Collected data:
- - - - - - -

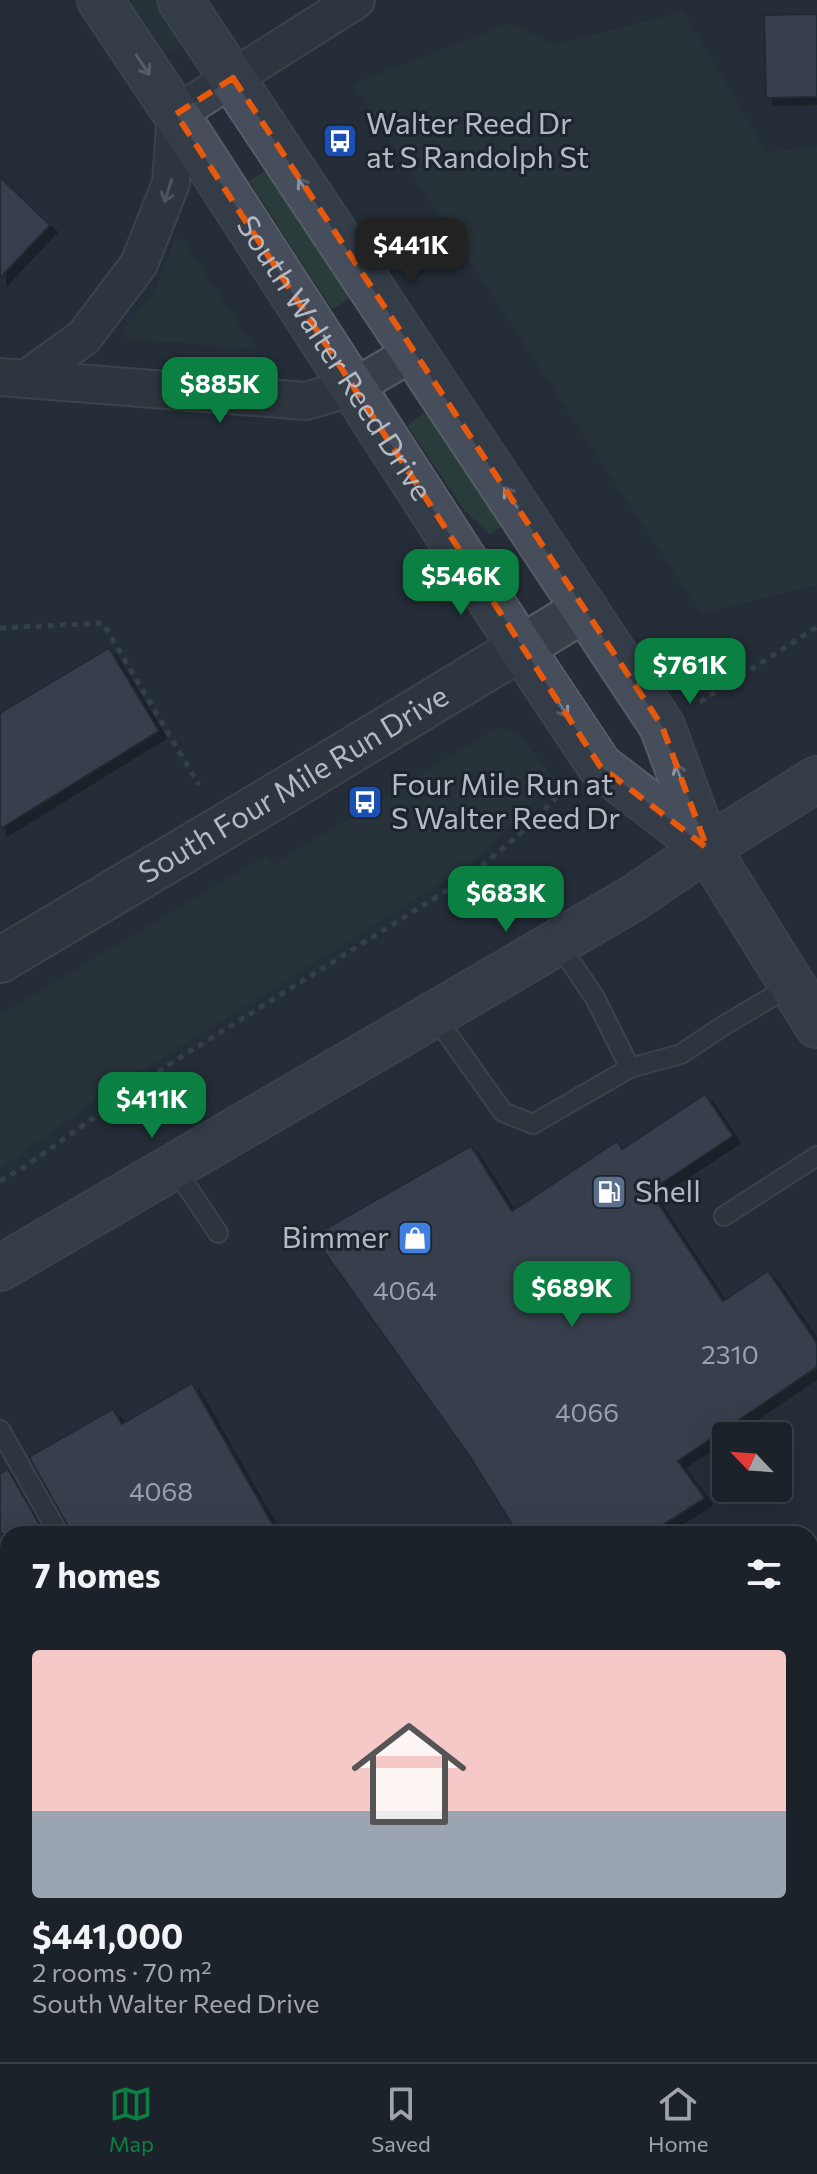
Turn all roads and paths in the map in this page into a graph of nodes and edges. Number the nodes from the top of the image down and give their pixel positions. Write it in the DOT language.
graph roads {
  1 [pos="100,0"];
  2 [pos="180,0"];
  3 [pos="356,0"];
  4 [pos="233,78"];
  5 [pos="176,114"];
  6 [pos="414,352"];
  7 [pos="13,378"];
  8 [pos="354,387"];
  9 [pos="585,609"];
  10 [pos="817,627"];
  11 [pos="0,628"];
  12 [pos="522,649"];
  13 [pos="715,693"];
  14 [pos="817,779"];
  15 [pos="199,785"];
  16 [pos="565,789"];
  17 [pos="707,848"];
  18 [pos="558,943"];
  19 [pos="0,960"];
  20 [pos="792,985"];
  21 [pos="434,1015"];
  22 [pos="817,1025"];
  23 [pos="630,1068"];
  24 [pos="817,1156"];
  25 [pos="174,1167"];
  26 [pos="0,1181"];
  27 [pos="724,1216"];
  28 [pos="218,1233"];
  29 [pos="0,1268"];
  30 [pos="0,1430"];
  31 [pos="54,1526"];
  1 -- 5 [label="main road, South Walter Reed Drive, one-way"];
  2 -- 4 [label="main road, South Walter Reed Drive"];
  3 -- 4 [label="street"];
  4 -- 5 [label="street"];
  6 -- 4 [label="main road, South Walter Reed Drive, one-way"];
  5 -- 7 [label="street, one-way"];
  5 -- 8 [label="main road, South Walter Reed Drive"];
  6 -- 8 [label="street"];
  9 -- 6 [label="main road, South Walter Reed Drive, one-way"];
  7 -- 8 [label="street"];
  8 -- 12 [label="main road, South Walter Reed Drive"];
  9 -- 12 [label="street, South Four Mile Run Drive"];
  17 -- 9 [label="main road, South Walter Reed Drive, one-way"];
  10 -- 13 [label="path"];
  11 -- 15 [label="path"];
  12 -- 17 [label="main road, South Walter Reed Drive, one-way"];
  12 -- 19 [label="street, South Four Mile Run Drive"];
  14 -- 17 [label="main road"];
  16 -- 26 [label="path"];
  17 -- 18 [label="main road"];
  17 -- 20 [label="main road, South Walter Reed Drive"];
  18 -- 21 [label="main road"];
  18 -- 23 [label="lane"];
  20 -- 22 [label="main road, South Walter Reed Drive"];
  20 -- 23 [label="lane"];
  21 -- 23 [label="lane"];
  21 -- 25 [label="main road"];
  24 -- 27 [label="lane"];
  25 -- 28 [label="lane"];
  25 -- 29 [label="main road"];
  30 -- 31 [label="lane"];
}
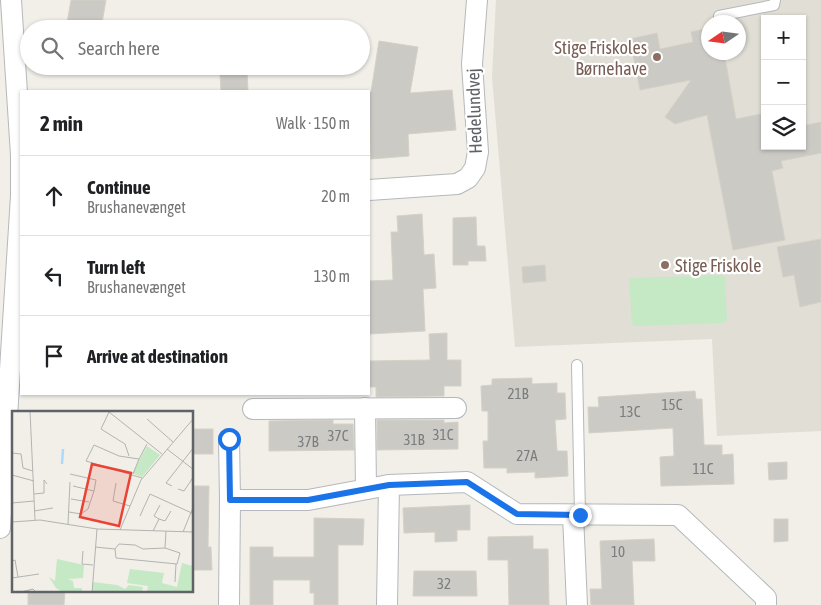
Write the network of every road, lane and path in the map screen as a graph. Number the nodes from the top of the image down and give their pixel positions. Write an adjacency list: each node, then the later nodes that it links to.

- - - - - - -

### AIM OF THE EXERCISE
Without any of its images, the data above should be returned exactly.

### PROBLEM SOLUTION
Turn all roads and paths in the map in this page into a graph of nodes and edges. Number the nodes from the top of the image down and give their pixel positions. Write it in the DOT language.
graph roads {
  1 [pos="100,0"];
  2 [pos="180,0"];
  3 [pos="356,0"];
  4 [pos="233,78"];
  5 [pos="176,114"];
  6 [pos="414,352"];
  7 [pos="13,378"];
  8 [pos="354,387"];
  9 [pos="585,609"];
  10 [pos="817,627"];
  11 [pos="0,628"];
  12 [pos="522,649"];
  13 [pos="715,693"];
  14 [pos="817,779"];
  15 [pos="199,785"];
  16 [pos="565,789"];
  17 [pos="707,848"];
  18 [pos="558,943"];
  19 [pos="0,960"];
  20 [pos="792,985"];
  21 [pos="434,1015"];
  22 [pos="817,1025"];
  23 [pos="630,1068"];
  24 [pos="817,1156"];
  25 [pos="174,1167"];
  26 [pos="0,1181"];
  27 [pos="724,1216"];
  28 [pos="218,1233"];
  29 [pos="0,1268"];
  30 [pos="0,1430"];
  31 [pos="54,1526"];
  1 -- 5 [label="main road, South Walter Reed Drive, one-way"];
  2 -- 4 [label="main road, South Walter Reed Drive"];
  3 -- 4 [label="street"];
  4 -- 5 [label="street"];
  6 -- 4 [label="main road, South Walter Reed Drive, one-way"];
  5 -- 7 [label="street, one-way"];
  5 -- 8 [label="main road, South Walter Reed Drive"];
  6 -- 8 [label="street"];
  9 -- 6 [label="main road, South Walter Reed Drive, one-way"];
  7 -- 8 [label="street"];
  8 -- 12 [label="main road, South Walter Reed Drive"];
  9 -- 12 [label="street, South Four Mile Run Drive"];
  17 -- 9 [label="main road, South Walter Reed Drive, one-way"];
  10 -- 13 [label="path"];
  11 -- 15 [label="path"];
  12 -- 17 [label="main road, South Walter Reed Drive, one-way"];
  12 -- 19 [label="street, South Four Mile Run Drive"];
  14 -- 17 [label="main road"];
  16 -- 26 [label="path"];
  17 -- 18 [label="main road"];
  17 -- 20 [label="main road, South Walter Reed Drive"];
  18 -- 21 [label="main road"];
  18 -- 23 [label="lane"];
  20 -- 22 [label="main road, South Walter Reed Drive"];
  20 -- 23 [label="lane"];
  21 -- 23 [label="lane"];
  21 -- 25 [label="main road"];
  24 -- 27 [label="lane"];
  25 -- 28 [label="lane"];
  25 -- 29 [label="main road"];
  30 -- 31 [label="lane"];
}
Write the network of every road, lane and path in the map screen as a graph. Number the nodes from the top of the image down and give their pixel positions. Write an adjacency list: each node, then the later nodes that it links to.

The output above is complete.